A particle at rest undergoes an acceleration

of 2.9 m/s2 to the right and 2.6 m/s2 up.
What is its speed after 5.3 s?
Answer in units of m/s

hghgh

To find the speed of the particle after 5.3 seconds, we need to determine its final velocity using the given accelerations.

Since the particle is at rest initially, its initial velocity can be considered zero.

We can consider horizontal and vertical motions separately because they are independent of each other.

Horizontal Motion:
The acceleration in the horizontal direction is 2.9 m/s^2 to the right. Since the particle starts at rest, its horizontal velocity at any time t is equal to the product of acceleration and time: v_horizontal = a_horizontal * t. Therefore, v_horizontal = 2.9 m/s^2 * 5.3 s = 15.37 m/s to the right.

Vertical Motion:
The acceleration in the vertical direction is 2.6 m/s^2 upwards. Using the same formula, v_vertical = a_vertical * t = 2.6 m/s^2 * 5.3 s = 13.78 m/s upwards.
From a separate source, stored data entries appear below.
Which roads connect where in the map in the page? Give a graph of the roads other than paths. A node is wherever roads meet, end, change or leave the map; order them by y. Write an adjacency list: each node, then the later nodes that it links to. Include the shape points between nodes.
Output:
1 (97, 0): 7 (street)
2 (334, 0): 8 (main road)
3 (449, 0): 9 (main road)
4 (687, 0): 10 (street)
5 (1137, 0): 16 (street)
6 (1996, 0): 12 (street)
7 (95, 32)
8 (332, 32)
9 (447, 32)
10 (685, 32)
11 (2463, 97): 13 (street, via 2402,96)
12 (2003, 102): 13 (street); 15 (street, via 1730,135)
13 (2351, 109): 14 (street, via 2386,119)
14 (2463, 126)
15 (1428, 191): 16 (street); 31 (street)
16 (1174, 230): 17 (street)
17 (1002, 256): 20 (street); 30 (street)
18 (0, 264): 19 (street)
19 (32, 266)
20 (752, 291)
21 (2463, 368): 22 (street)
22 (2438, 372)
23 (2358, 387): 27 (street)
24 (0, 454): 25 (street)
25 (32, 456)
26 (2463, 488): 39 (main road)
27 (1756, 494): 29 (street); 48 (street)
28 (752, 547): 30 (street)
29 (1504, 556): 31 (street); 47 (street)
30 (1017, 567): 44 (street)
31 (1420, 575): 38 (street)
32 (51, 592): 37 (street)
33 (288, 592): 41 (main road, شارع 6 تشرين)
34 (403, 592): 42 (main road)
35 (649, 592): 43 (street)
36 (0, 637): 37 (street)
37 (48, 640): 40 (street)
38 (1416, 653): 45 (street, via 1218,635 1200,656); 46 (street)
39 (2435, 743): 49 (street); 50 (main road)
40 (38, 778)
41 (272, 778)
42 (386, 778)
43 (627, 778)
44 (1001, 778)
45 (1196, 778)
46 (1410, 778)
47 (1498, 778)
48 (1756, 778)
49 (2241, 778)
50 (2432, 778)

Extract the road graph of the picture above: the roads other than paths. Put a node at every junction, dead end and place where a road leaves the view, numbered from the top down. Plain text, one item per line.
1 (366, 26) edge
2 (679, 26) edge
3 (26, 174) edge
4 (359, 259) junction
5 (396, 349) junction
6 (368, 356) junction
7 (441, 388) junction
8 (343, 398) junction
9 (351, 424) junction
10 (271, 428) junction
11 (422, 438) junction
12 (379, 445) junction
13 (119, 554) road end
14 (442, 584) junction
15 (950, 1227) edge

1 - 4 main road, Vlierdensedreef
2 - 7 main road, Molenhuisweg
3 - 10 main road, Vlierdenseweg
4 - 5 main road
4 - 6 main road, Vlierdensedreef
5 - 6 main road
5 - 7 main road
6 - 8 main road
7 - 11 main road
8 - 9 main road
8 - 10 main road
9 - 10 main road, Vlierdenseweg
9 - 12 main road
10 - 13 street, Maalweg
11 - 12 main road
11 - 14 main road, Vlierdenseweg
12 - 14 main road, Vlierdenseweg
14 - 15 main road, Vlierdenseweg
Now, to find the overall speed of the particle, we need to find the magnitude of its final velocity, combining the horizontal and vertical velocities using the Pythagorean theorem:

v_final = √(v_horizontal^2 + v_vertical^2)
v_final = √(15.37 m/s)^2 + (13.78 m/s)^2
v_final = √(235.8569 m^2/s^2 + 189.5684 m^2/s^2)
v_final = √(425.4253 m^2/s^2)
v_final ≈ 20.62 m/s

Therefore, the speed of the particle after 5.3 seconds is approximately 20.62 m/s.